INSTRUCTIONS TO FOLLOW:
The entries below must be repeated exactly. None may be skipped.

═══ DATA TO PROCESS

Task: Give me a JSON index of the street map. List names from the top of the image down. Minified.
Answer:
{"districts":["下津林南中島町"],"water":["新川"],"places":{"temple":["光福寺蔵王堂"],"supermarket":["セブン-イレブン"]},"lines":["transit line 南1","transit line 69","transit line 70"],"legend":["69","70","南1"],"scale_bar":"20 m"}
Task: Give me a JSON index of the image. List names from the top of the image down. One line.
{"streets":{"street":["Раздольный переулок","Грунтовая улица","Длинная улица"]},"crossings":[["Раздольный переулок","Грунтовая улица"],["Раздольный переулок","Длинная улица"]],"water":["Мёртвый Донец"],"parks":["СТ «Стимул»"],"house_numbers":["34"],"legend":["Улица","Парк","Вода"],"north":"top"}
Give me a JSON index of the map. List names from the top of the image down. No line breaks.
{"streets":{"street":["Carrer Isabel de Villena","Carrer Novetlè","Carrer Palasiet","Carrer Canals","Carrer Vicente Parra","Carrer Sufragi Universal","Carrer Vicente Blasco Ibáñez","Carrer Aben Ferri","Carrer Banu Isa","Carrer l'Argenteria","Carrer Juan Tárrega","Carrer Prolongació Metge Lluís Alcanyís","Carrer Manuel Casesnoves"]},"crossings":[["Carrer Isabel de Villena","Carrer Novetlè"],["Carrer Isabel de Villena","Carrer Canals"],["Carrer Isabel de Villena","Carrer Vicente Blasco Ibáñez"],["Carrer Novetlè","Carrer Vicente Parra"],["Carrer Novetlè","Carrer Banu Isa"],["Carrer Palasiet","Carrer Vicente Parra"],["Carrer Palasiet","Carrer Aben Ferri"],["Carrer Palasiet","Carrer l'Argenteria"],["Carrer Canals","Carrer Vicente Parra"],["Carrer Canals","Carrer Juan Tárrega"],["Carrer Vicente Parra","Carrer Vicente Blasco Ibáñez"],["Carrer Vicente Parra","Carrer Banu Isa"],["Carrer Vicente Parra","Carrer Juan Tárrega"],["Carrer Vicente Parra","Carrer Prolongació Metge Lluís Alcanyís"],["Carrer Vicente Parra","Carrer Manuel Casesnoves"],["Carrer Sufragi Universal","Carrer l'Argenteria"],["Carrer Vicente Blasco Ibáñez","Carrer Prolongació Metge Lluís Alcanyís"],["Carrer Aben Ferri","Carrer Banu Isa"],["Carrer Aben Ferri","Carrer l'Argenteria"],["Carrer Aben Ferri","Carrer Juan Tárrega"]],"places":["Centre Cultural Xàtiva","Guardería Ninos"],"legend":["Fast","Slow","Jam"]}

══════

SOLVED PROBLEM:
Task: Give me a JSON index of the street map. List names from the top of the image down. Minified.
Answer:
{"districts":["下津林南中島町"],"water":["新川"],"places":{"temple":["光福寺蔵王堂"],"supermarket":["セブン-イレブン"]},"lines":["transit line 南1","transit line 69","transit line 70"],"legend":["69","70","南1"],"scale_bar":"20 m"}
Task: Give me a JSON index of the image. List names from the top of the image down. One line.
{"streets":{"street":["Раздольный переулок","Грунтовая улица","Длинная улица"]},"crossings":[["Раздольный переулок","Грунтовая улица"],["Раздольный переулок","Длинная улица"]],"water":["Мёртвый Донец"],"parks":["СТ «Стимул»"],"house_numbers":["34"],"legend":["Улица","Парк","Вода"],"north":"top"}
Give me a JSON index of the map. List names from the top of the image down. No line breaks.
{"streets":{"street":["Carrer Isabel de Villena","Carrer Novetlè","Carrer Palasiet","Carrer Canals","Carrer Vicente Parra","Carrer Sufragi Universal","Carrer Vicente Blasco Ibáñez","Carrer Aben Ferri","Carrer Banu Isa","Carrer l'Argenteria","Carrer Juan Tárrega","Carrer Prolongació Metge Lluís Alcanyís","Carrer Manuel Casesnoves"]},"crossings":[["Carrer Isabel de Villena","Carrer Novetlè"],["Carrer Isabel de Villena","Carrer Canals"],["Carrer Isabel de Villena","Carrer Vicente Blasco Ibáñez"],["Carrer Novetlè","Carrer Vicente Parra"],["Carrer Novetlè","Carrer Banu Isa"],["Carrer Palasiet","Carrer Vicente Parra"],["Carrer Palasiet","Carrer Aben Ferri"],["Carrer Palasiet","Carrer l'Argenteria"],["Carrer Canals","Carrer Vicente Parra"],["Carrer Canals","Carrer Juan Tárrega"],["Carrer Vicente Parra","Carrer Vicente Blasco Ibáñez"],["Carrer Vicente Parra","Carrer Banu Isa"],["Carrer Vicente Parra","Carrer Juan Tárrega"],["Carrer Vicente Parra","Carrer Prolongació Metge Lluís Alcanyís"],["Carrer Vicente Parra","Carrer Manuel Casesnoves"],["Carrer Sufragi Universal","Carrer l'Argenteria"],["Carrer Vicente Blasco Ibáñez","Carrer Prolongació Metge Lluís Alcanyís"],["Carrer Aben Ferri","Carrer Banu Isa"],["Carrer Aben Ferri","Carrer l'Argenteria"],["Carrer Aben Ferri","Carrer Juan Tárrega"]],"places":["Centre Cultural Xàtiva","Guardería Ninos"],"legend":["Fast","Slow","Jam"]}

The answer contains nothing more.